▸ Given information
▬▬▬▬▬▬▬▬▬▬
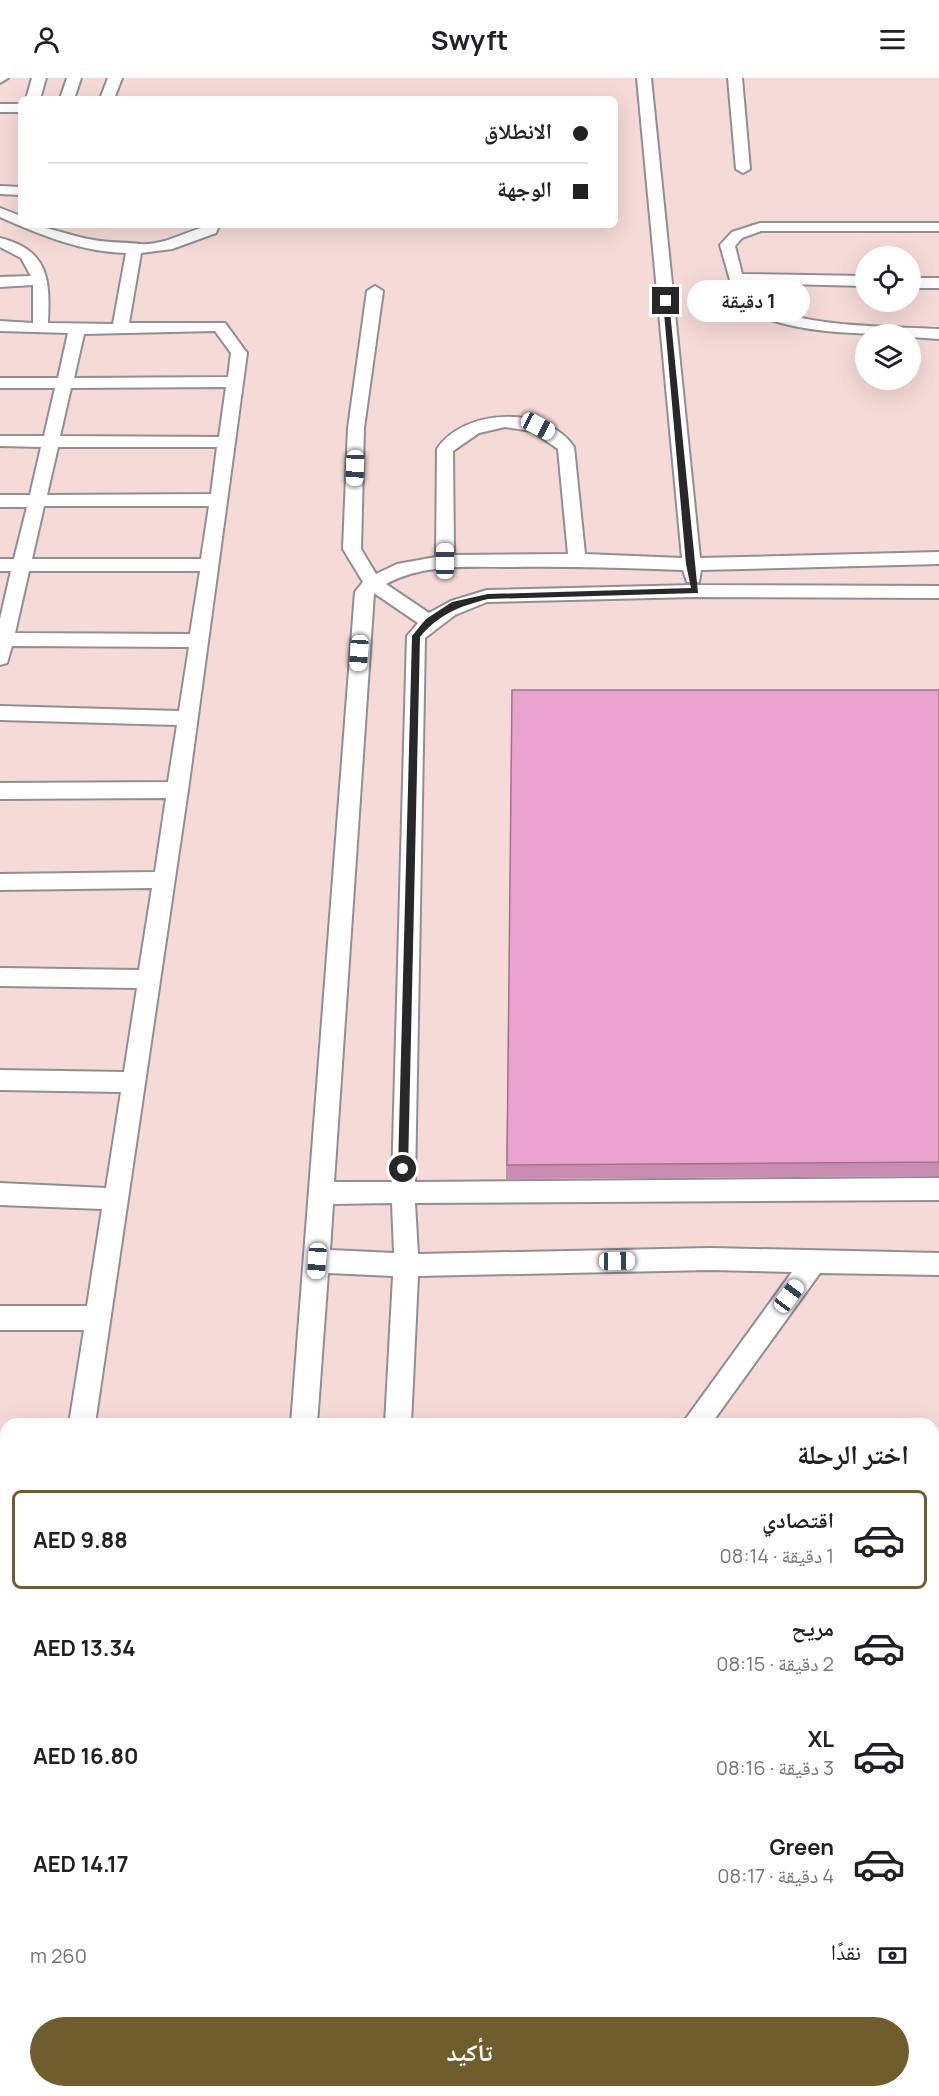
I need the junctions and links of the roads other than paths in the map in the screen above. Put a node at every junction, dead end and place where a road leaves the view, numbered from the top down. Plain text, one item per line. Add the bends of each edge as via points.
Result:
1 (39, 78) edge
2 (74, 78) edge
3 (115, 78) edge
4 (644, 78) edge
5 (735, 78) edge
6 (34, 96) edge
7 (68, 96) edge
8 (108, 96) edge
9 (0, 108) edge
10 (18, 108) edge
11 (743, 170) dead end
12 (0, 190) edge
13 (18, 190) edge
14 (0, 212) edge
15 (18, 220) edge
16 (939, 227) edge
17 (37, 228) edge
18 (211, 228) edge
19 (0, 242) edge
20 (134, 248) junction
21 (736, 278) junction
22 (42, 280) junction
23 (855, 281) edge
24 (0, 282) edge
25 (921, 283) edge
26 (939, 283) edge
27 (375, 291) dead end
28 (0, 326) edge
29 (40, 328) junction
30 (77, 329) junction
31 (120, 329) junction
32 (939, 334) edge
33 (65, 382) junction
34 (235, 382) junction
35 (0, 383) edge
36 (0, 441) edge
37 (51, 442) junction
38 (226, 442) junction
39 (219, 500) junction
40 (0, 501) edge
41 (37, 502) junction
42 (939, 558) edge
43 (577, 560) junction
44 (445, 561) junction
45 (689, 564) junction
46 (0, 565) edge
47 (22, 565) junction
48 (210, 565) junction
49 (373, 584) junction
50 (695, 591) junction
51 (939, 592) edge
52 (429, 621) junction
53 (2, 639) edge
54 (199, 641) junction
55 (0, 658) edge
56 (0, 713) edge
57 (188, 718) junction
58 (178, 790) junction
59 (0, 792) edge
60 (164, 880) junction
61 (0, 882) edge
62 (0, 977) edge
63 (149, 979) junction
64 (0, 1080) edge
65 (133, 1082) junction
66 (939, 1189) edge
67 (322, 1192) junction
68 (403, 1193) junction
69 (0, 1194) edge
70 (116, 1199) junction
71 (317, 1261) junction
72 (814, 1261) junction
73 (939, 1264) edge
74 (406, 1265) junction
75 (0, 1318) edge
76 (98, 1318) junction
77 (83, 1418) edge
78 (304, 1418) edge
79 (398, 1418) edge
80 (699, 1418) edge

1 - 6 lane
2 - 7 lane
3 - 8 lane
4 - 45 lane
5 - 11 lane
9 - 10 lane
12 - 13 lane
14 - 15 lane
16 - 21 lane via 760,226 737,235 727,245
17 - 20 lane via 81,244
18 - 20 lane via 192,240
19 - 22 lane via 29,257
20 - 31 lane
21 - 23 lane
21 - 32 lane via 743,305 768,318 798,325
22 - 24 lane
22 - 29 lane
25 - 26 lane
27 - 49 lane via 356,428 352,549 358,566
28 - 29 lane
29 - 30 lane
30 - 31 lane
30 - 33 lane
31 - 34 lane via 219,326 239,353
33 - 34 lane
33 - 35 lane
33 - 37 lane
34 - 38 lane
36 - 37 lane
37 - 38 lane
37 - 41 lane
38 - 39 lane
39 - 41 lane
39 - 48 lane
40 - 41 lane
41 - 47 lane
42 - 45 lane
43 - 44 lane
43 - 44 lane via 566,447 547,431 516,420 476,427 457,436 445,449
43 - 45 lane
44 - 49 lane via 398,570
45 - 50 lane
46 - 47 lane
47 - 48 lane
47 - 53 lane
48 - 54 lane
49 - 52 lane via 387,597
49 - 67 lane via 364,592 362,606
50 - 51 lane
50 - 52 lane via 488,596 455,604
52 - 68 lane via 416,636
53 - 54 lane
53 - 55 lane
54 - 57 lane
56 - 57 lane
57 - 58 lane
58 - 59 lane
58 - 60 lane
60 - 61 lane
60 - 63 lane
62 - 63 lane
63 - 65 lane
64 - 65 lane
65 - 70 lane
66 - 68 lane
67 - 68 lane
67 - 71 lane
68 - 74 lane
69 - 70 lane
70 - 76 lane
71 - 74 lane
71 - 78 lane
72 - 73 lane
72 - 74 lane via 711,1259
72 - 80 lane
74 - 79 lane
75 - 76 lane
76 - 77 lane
▬▬▬▬▬▬▬▬▬▬
▸ The problem
"dead" is the word to look for; copy every line of the data that has it.

▸ Output for this exercise
I need the junctions and links of the roads other than paths in the map in the screen above. Put a node at every junction, dead end and place where a road leaves the view, numbered from the top down. Plain text, one item per line. Add the bends of each edge as via points.
11 (743, 170) dead end
27 (375, 291) dead end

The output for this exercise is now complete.